» **Task to complete**: When a line below holds the string "Scotland", show that line.

» **Data for the task**:

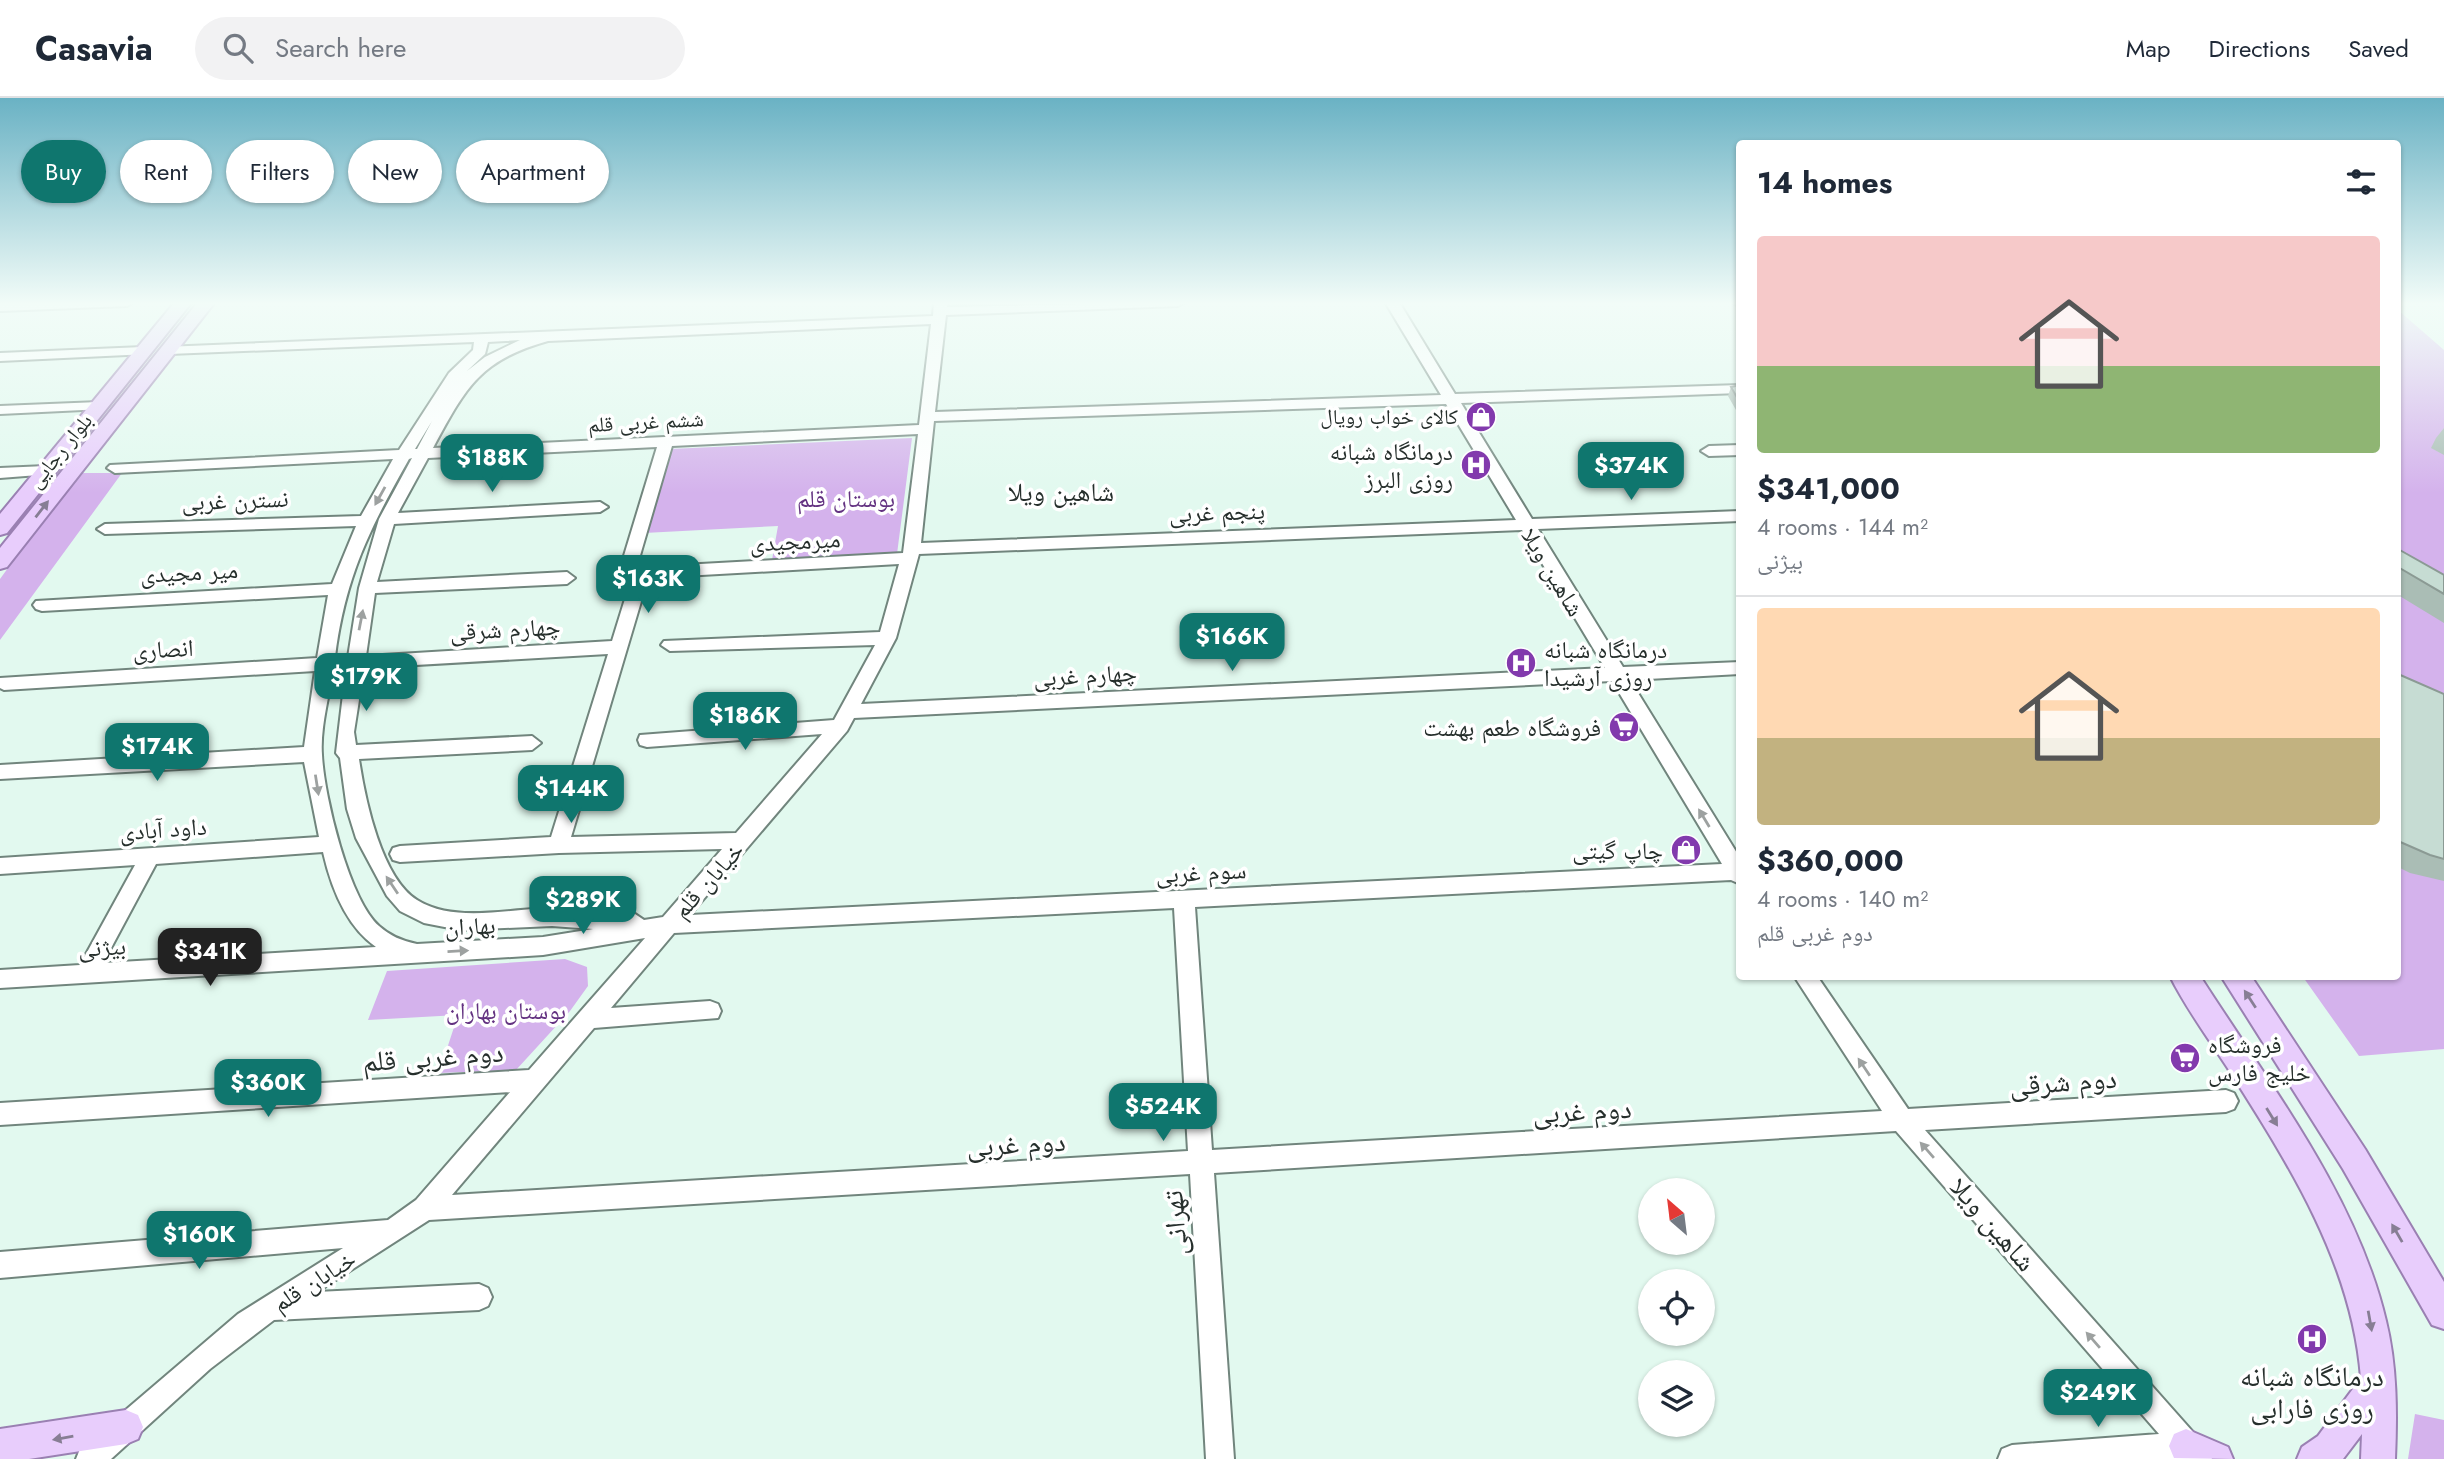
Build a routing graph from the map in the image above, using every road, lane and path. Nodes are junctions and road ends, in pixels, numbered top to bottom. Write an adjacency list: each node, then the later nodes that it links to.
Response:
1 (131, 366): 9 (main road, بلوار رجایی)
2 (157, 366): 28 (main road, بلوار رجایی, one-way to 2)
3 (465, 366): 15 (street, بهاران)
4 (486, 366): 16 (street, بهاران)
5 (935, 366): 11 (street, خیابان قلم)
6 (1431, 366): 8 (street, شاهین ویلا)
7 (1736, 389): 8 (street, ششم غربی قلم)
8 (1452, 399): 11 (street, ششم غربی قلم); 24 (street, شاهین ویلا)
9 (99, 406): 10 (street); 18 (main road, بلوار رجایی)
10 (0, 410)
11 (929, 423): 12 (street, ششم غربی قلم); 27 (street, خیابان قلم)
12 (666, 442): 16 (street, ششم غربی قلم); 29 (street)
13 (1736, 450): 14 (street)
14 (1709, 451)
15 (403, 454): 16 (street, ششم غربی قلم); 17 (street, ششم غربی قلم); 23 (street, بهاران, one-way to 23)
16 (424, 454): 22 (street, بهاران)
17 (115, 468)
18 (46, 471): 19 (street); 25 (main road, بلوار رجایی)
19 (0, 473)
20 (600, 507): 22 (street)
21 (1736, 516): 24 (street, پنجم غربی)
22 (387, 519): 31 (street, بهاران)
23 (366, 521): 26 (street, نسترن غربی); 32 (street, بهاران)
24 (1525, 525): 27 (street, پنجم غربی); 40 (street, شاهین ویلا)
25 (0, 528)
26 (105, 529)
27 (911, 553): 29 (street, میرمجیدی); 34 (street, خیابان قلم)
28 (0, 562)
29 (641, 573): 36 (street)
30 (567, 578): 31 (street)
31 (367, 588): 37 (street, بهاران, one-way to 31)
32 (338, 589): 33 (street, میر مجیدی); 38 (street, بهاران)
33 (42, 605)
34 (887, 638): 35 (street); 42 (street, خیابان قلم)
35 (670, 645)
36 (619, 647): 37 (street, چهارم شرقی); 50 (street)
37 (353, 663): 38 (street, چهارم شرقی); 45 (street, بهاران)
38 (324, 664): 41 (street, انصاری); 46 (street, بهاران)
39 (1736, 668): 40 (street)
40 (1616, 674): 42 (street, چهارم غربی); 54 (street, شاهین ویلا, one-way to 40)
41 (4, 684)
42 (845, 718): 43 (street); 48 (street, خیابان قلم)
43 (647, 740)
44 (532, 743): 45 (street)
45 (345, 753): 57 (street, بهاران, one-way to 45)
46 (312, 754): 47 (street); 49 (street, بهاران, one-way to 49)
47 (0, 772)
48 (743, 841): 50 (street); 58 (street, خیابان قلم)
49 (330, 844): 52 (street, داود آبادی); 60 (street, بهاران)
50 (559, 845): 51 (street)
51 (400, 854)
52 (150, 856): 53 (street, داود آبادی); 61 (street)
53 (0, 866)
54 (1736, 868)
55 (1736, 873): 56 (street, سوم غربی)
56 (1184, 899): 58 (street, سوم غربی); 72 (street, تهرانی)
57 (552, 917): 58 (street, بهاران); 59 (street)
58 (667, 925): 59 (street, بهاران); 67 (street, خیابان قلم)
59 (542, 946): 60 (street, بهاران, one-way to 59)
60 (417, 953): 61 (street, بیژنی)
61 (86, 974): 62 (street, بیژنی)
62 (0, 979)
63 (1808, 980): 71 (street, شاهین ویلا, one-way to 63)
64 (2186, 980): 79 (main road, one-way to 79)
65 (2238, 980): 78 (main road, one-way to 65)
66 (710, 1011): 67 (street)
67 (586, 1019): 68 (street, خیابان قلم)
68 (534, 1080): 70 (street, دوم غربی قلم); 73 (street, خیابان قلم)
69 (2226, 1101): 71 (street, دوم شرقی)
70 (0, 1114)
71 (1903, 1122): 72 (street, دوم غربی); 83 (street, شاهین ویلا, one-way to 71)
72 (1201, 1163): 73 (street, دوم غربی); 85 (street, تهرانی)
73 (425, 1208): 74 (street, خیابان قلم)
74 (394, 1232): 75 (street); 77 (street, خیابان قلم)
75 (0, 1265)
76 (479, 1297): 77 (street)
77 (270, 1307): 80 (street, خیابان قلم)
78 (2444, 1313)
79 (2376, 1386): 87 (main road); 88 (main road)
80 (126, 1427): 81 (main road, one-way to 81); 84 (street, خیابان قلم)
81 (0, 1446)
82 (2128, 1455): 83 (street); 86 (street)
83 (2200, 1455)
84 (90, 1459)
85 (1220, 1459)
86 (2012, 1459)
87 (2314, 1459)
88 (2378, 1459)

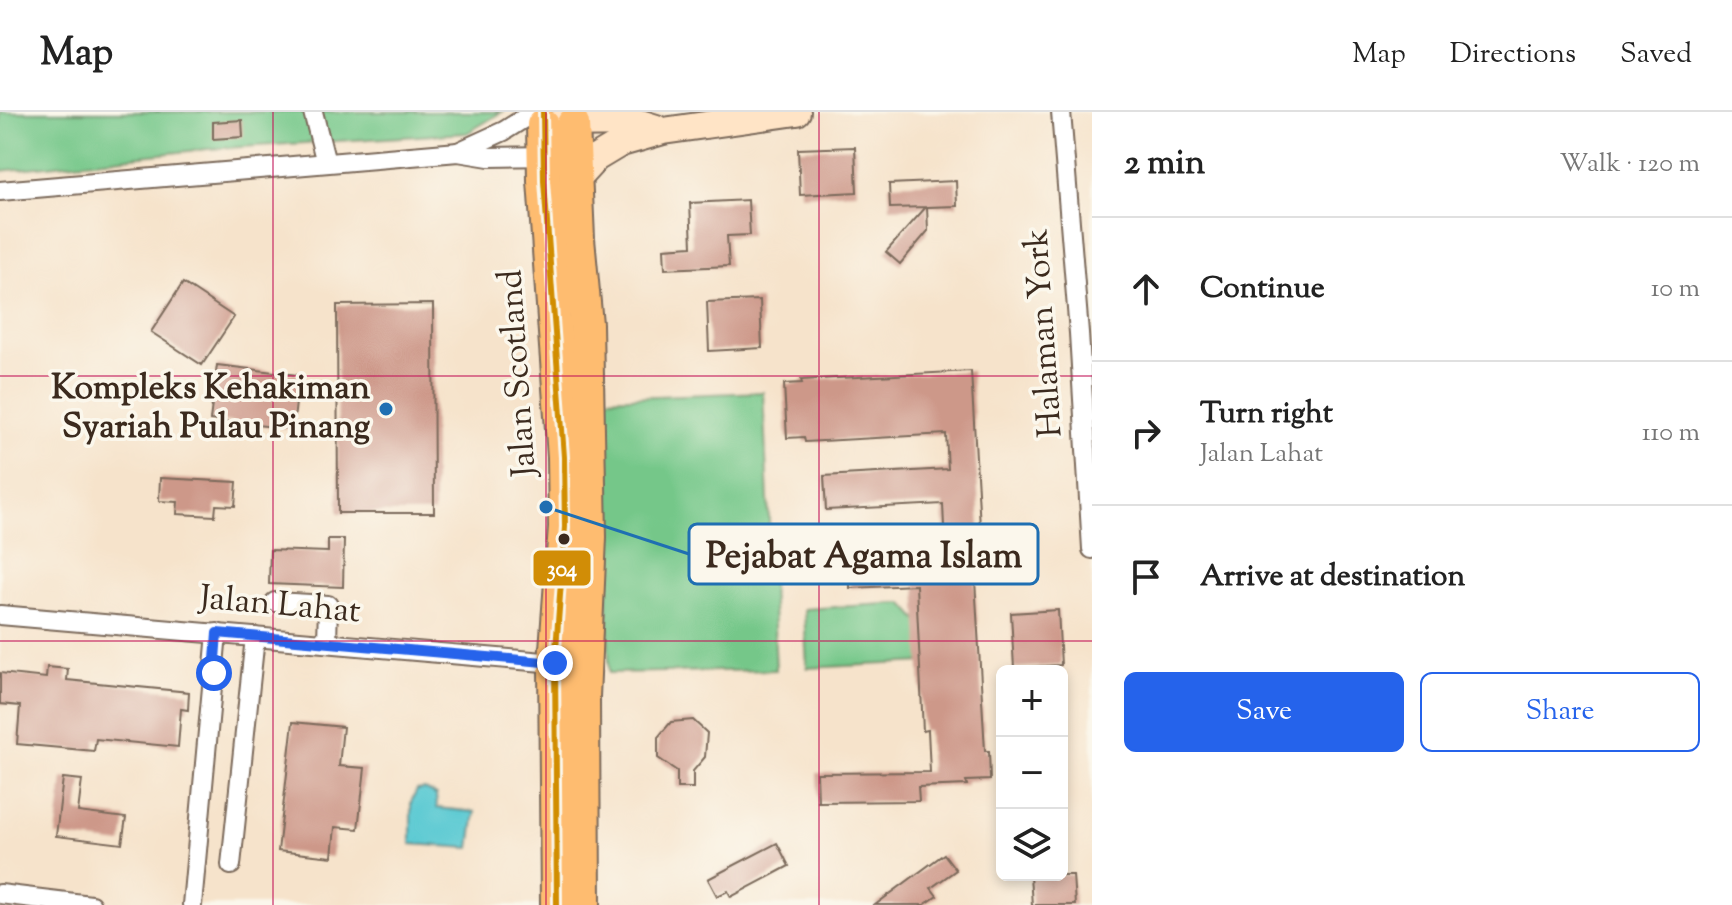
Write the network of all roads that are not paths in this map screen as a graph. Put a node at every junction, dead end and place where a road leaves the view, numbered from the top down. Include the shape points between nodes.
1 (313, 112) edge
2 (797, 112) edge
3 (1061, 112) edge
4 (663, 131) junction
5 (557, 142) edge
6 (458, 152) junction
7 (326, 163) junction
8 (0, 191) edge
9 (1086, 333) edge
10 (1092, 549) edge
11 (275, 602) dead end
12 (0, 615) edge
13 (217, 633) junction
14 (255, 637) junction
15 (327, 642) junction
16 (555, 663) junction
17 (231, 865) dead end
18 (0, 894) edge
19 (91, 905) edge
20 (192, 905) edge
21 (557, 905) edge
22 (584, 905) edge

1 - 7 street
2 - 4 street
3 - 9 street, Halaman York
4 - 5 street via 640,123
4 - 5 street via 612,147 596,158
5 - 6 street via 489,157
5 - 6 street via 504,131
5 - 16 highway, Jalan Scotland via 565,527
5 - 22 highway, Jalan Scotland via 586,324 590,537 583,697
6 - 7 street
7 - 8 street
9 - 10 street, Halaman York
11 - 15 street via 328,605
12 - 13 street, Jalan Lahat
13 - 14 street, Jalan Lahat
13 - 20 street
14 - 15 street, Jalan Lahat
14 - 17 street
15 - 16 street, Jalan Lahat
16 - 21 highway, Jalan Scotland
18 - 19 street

» **Problem solution**:
5 - 16 highway, Jalan Scotland via 565,527
5 - 22 highway, Jalan Scotland via 586,324 590,537 583,697
16 - 21 highway, Jalan Scotland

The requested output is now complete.